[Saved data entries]
[Start of section]
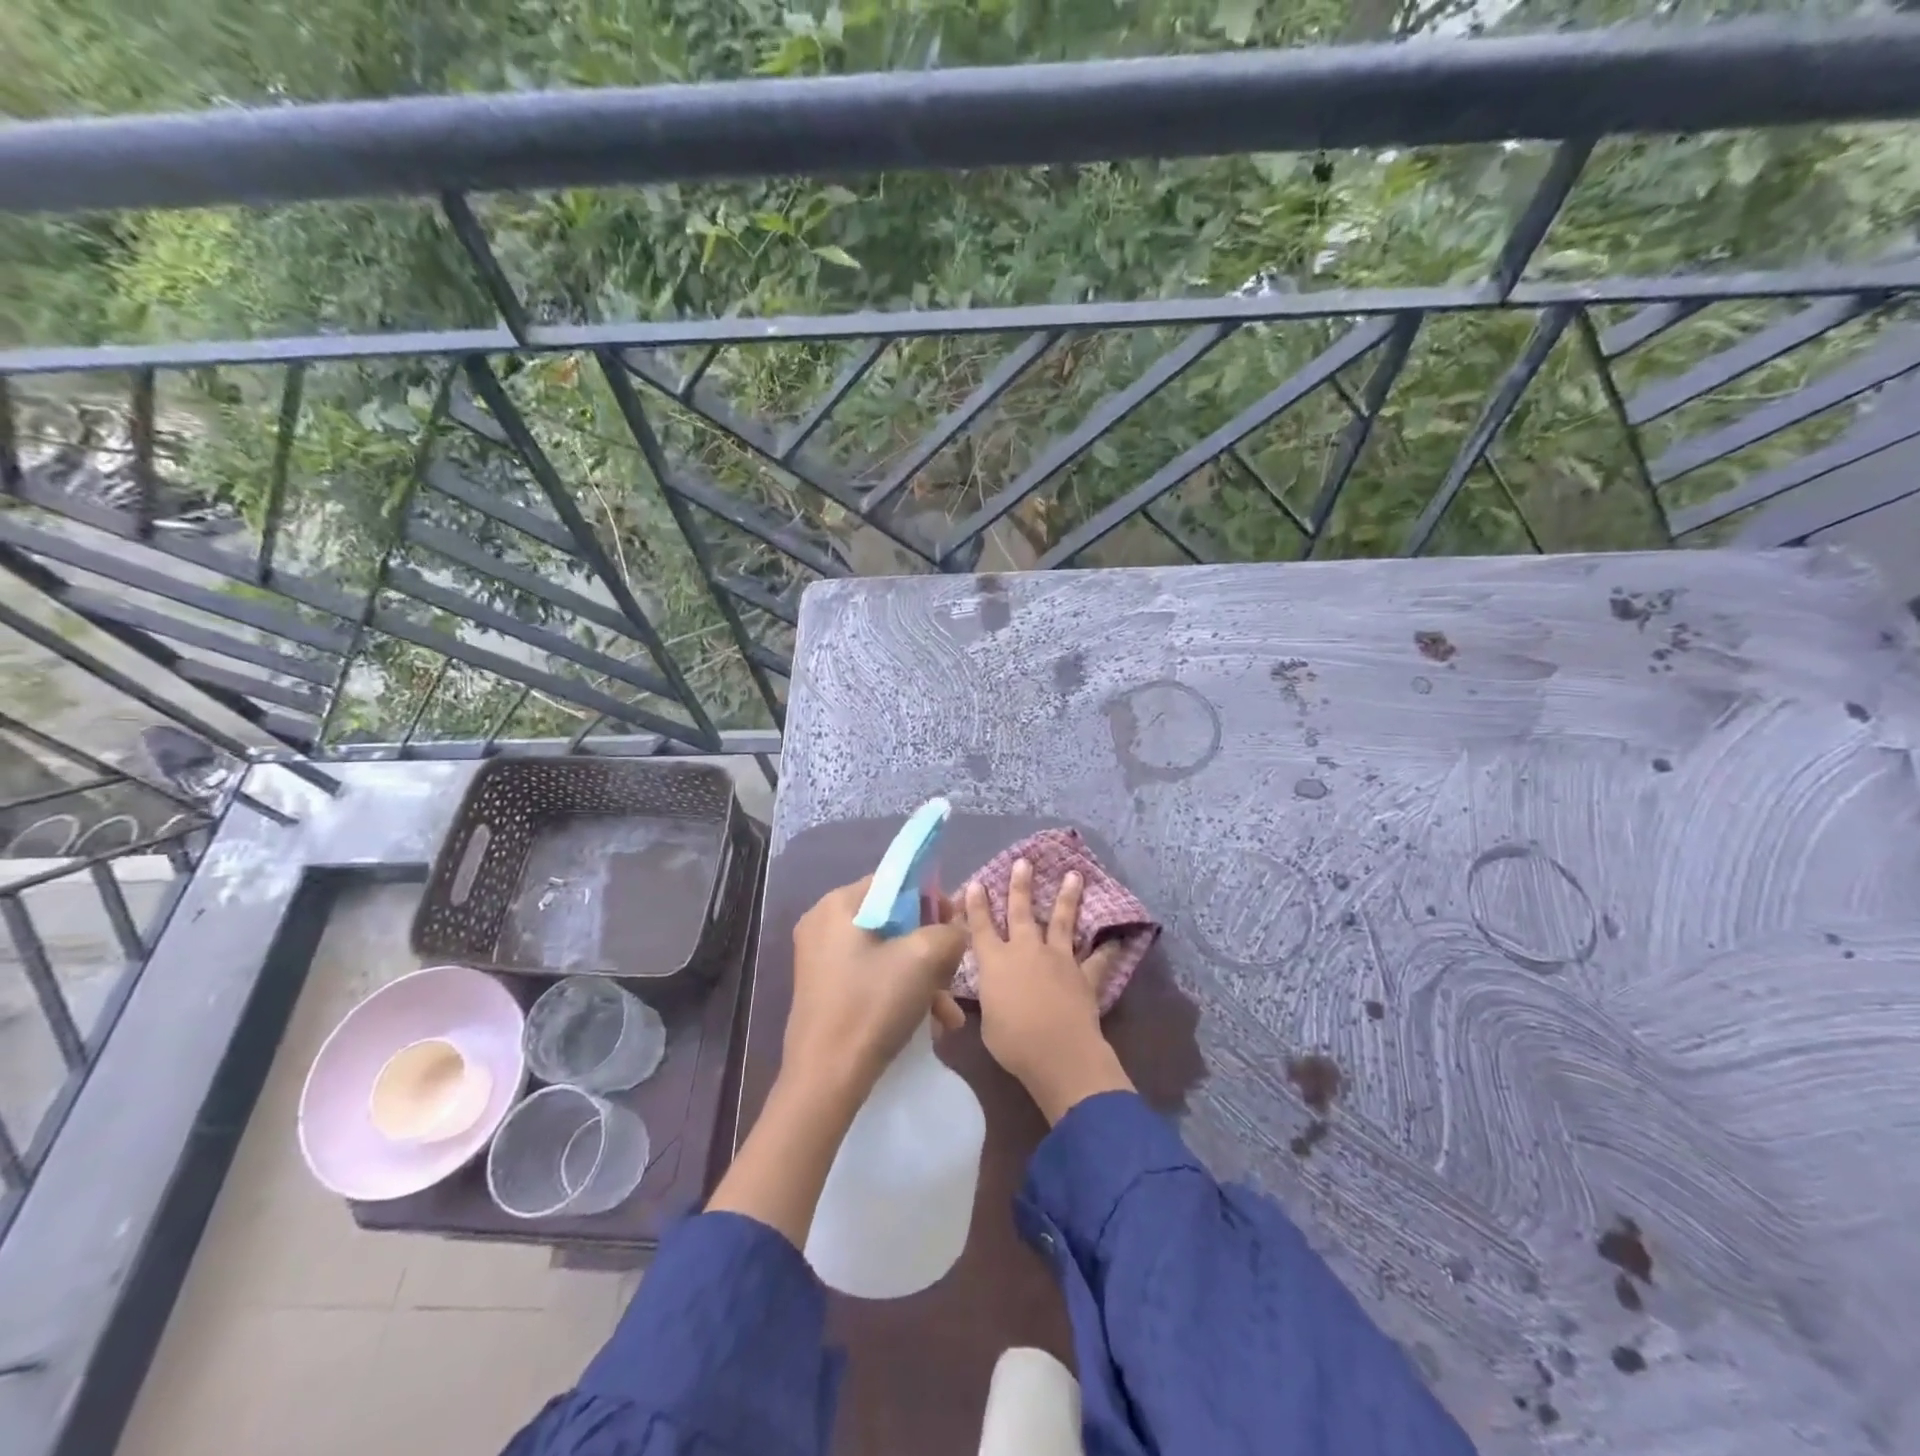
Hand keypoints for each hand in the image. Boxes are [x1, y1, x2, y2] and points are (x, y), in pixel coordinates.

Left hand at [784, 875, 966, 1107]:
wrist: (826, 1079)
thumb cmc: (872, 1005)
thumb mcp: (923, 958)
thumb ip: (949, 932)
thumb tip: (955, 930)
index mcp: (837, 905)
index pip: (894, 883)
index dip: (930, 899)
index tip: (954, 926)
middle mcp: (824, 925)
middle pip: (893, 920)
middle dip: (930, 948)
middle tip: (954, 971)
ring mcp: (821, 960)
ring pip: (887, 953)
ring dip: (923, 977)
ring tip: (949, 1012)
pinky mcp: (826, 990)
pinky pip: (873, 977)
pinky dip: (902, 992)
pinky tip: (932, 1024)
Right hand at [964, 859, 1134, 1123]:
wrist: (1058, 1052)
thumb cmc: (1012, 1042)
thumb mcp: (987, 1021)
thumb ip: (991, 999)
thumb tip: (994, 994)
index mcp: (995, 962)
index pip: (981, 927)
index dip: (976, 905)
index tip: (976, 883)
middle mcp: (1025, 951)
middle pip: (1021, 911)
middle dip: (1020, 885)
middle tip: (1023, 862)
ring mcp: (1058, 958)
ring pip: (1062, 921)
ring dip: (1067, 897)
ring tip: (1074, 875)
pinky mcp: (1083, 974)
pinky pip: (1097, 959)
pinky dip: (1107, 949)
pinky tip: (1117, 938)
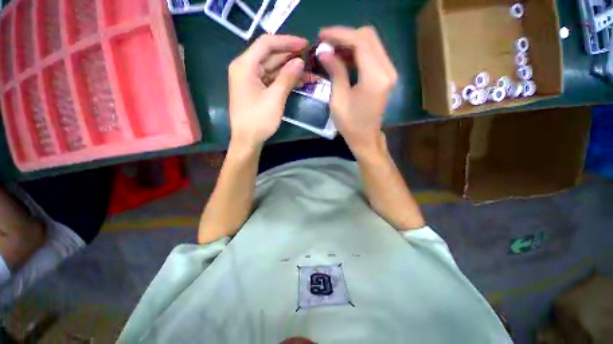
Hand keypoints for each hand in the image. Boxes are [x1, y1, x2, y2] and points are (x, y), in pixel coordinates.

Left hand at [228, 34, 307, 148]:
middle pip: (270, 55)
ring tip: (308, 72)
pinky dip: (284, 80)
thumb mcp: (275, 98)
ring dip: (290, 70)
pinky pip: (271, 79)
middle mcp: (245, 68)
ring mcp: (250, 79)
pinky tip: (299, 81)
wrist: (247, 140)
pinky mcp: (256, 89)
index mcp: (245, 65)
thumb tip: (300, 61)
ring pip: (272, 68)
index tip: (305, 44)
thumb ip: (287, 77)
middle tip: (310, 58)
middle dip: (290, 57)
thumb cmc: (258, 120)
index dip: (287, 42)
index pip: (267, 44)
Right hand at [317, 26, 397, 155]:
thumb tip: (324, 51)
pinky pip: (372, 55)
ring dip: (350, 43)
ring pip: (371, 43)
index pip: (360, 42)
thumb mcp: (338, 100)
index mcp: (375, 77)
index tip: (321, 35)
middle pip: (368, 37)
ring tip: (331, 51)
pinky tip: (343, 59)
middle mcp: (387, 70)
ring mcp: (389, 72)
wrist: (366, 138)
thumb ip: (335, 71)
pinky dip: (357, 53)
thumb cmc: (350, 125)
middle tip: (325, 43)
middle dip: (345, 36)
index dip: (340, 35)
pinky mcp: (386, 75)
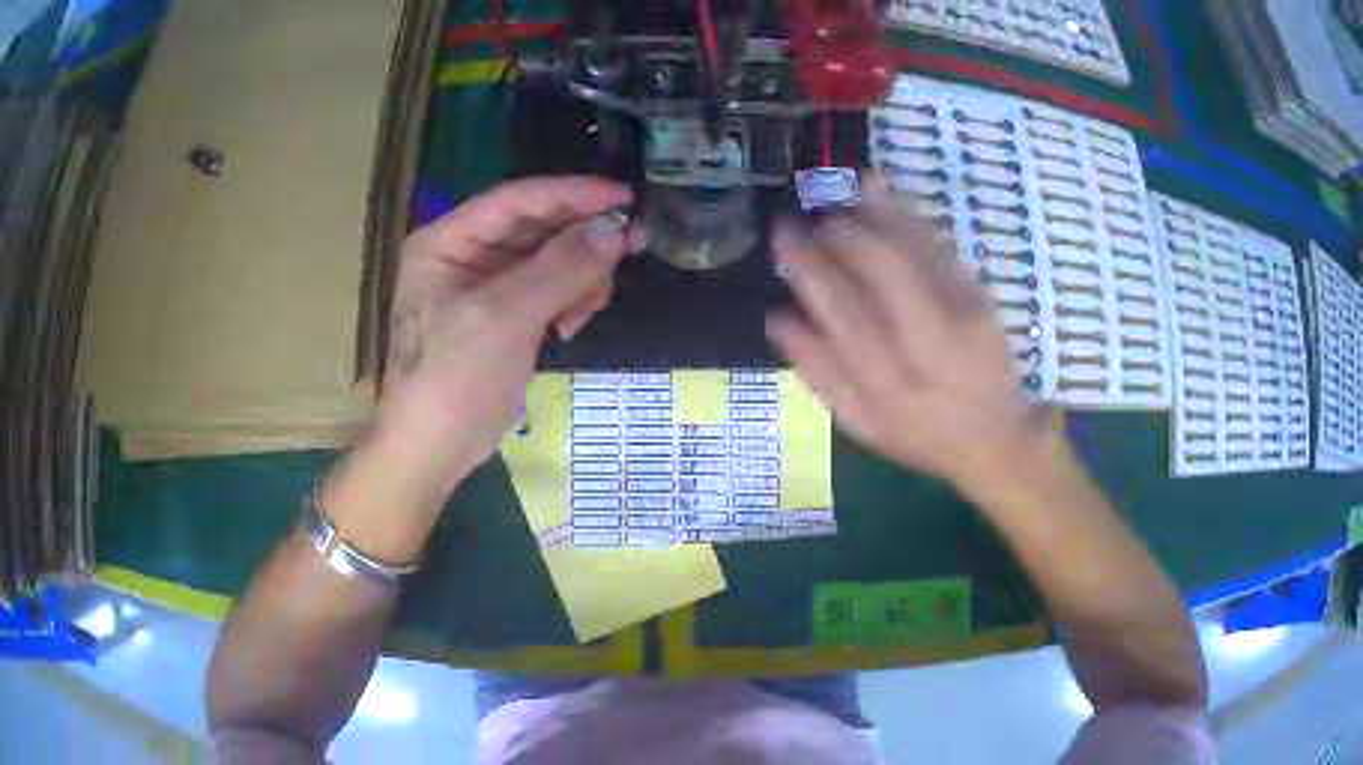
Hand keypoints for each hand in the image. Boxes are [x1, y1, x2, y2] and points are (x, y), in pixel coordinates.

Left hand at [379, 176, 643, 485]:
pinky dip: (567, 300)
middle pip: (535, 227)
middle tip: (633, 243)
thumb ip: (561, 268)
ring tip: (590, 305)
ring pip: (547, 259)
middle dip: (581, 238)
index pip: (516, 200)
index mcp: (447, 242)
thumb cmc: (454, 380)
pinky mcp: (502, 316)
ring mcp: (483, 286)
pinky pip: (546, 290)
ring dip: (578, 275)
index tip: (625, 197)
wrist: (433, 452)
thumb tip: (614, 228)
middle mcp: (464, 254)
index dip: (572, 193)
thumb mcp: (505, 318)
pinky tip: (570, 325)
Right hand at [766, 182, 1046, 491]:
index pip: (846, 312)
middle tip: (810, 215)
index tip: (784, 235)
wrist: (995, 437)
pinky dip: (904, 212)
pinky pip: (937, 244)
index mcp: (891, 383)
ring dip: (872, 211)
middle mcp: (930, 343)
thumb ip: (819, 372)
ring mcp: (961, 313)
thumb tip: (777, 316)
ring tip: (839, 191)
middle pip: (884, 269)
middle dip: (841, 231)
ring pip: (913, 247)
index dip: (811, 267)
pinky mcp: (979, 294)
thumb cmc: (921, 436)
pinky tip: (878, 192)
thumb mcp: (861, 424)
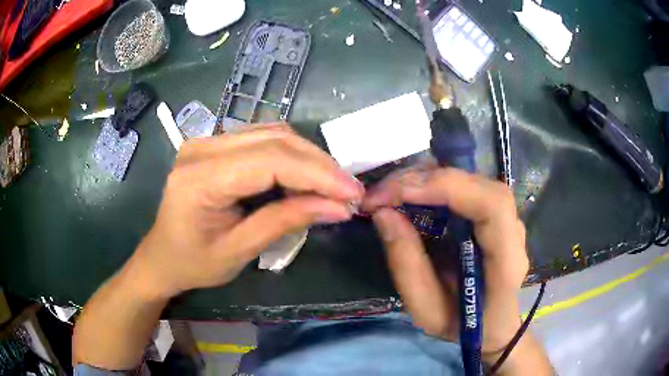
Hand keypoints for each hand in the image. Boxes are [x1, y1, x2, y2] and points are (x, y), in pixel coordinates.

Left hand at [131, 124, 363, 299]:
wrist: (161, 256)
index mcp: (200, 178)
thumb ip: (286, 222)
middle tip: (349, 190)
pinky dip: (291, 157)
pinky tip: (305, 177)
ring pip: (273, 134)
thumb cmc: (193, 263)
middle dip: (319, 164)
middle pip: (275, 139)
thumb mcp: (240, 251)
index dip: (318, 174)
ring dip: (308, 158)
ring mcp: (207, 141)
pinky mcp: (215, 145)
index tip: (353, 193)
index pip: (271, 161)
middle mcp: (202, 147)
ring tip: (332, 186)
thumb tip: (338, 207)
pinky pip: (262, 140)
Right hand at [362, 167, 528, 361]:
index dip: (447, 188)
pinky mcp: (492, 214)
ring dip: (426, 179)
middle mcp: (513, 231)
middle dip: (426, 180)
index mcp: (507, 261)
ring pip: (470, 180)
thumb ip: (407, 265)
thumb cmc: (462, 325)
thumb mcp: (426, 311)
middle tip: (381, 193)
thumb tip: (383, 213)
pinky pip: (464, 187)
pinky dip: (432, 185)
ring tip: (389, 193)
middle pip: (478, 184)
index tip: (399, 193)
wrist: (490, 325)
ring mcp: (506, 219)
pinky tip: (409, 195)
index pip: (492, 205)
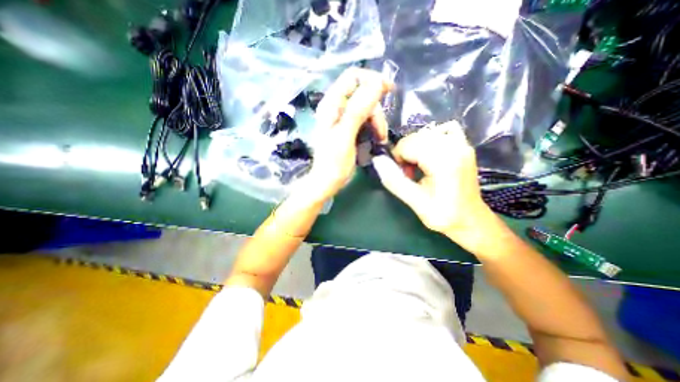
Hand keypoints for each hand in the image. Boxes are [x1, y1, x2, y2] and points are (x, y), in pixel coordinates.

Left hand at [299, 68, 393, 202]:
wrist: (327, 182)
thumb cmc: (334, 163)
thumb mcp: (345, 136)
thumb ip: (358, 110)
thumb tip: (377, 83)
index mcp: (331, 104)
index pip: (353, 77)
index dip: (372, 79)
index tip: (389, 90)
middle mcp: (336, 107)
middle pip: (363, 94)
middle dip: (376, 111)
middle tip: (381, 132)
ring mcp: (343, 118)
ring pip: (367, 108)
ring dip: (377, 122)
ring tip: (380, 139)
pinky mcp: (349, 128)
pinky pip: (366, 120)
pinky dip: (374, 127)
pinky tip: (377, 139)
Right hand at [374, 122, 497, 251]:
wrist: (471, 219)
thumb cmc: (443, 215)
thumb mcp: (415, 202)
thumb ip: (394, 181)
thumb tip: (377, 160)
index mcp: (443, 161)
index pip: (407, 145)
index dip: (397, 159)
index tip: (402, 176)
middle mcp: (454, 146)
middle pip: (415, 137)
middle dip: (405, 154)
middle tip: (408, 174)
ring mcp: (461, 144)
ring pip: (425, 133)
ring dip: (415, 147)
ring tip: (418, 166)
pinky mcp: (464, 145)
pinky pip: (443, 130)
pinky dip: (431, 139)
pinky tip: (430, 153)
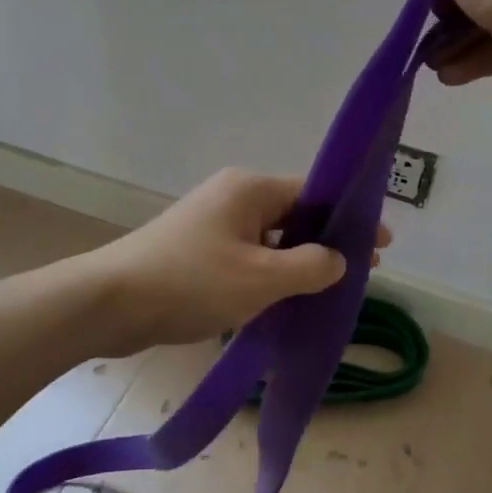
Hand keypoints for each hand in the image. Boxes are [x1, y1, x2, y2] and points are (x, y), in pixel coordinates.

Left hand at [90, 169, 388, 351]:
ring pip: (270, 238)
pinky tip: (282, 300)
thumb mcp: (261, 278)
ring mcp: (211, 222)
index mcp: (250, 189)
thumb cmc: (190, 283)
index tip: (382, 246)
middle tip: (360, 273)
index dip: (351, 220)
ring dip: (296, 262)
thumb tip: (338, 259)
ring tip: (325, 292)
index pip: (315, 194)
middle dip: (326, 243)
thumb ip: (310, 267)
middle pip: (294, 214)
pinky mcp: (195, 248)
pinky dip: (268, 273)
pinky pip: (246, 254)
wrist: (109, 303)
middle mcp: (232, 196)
[End of section]
▶ [Work request]: For this answer, return word for word the lines from the first line of the records through the line containing "pinky mcp: (256, 89)". Omit the pictures.

▶ [Response below]:
Hand keypoints for each hand in the image. Boxes are [x1, y1, x2, y2] and points are (x, y), in pixel coordinates.

Left hand at [784, 875, 966, 1107]:
wrist: (826, 1079)
thumb cmc: (872, 1005)
thumb mcp: (923, 958)
thumb ip: (949, 932)
thumb tip: (955, 930)
index mcp: (837, 905)
index pip: (894, 883)
index dip: (930, 899)
index tip: (954, 926)
middle mcp: (824, 925)
middle pip: (893, 920)
middle dip: (930, 948)
middle tip: (954, 971)
ring mcp: (821, 960)
ring pip: (887, 953)
ring dip: (923, 977)
ring tip: (949, 1012)
pinky mcp: (826, 990)
pinky pip: (873, 977)
pinky dip: (902, 992)
pinky tip: (932, 1024)
Right hand at [964, 859, 1134, 1123]:
wrist: (1058, 1052)
thumb cmc: (1012, 1042)
thumb mcp: (987, 1021)
thumb ip: (991, 999)
thumb tip: (994, 994)
index mcp: (995, 962)
index pip: (981, 927)
index dip: (976, 905)
index tip: (976, 883)
middle mcp: (1025, 951)
middle pip: (1021, 911)
middle dip: (1020, 885)
middle tip: (1023, 862)
ring mcp: (1058, 958)
ring pip: (1062, 921)
ring dip: (1067, 897)
ring tip: (1074, 875)
pinky mcp: (1083, 974)
pinky pip: (1097, 959)
pinky dip: (1107, 949)
pinky tip: (1117, 938)
Hand keypoints for each hand in the image. Boxes are [x1, y1, x2, y2] and points are (x, y), in pixel coordinates.

Left hand at [228, 34, 307, 148]:
middle pip: (270, 55)
ring tip: (308, 72)
pinky dip: (284, 80)
thumb mcp: (275, 98)
ring dip: (290, 70)
pinky pip: (271, 79)
middle mcp: (245, 68)
ring mcp: (250, 79)
pinky tip: (299, 81)
wrist: (247, 140)
pinky mcp: (256, 89)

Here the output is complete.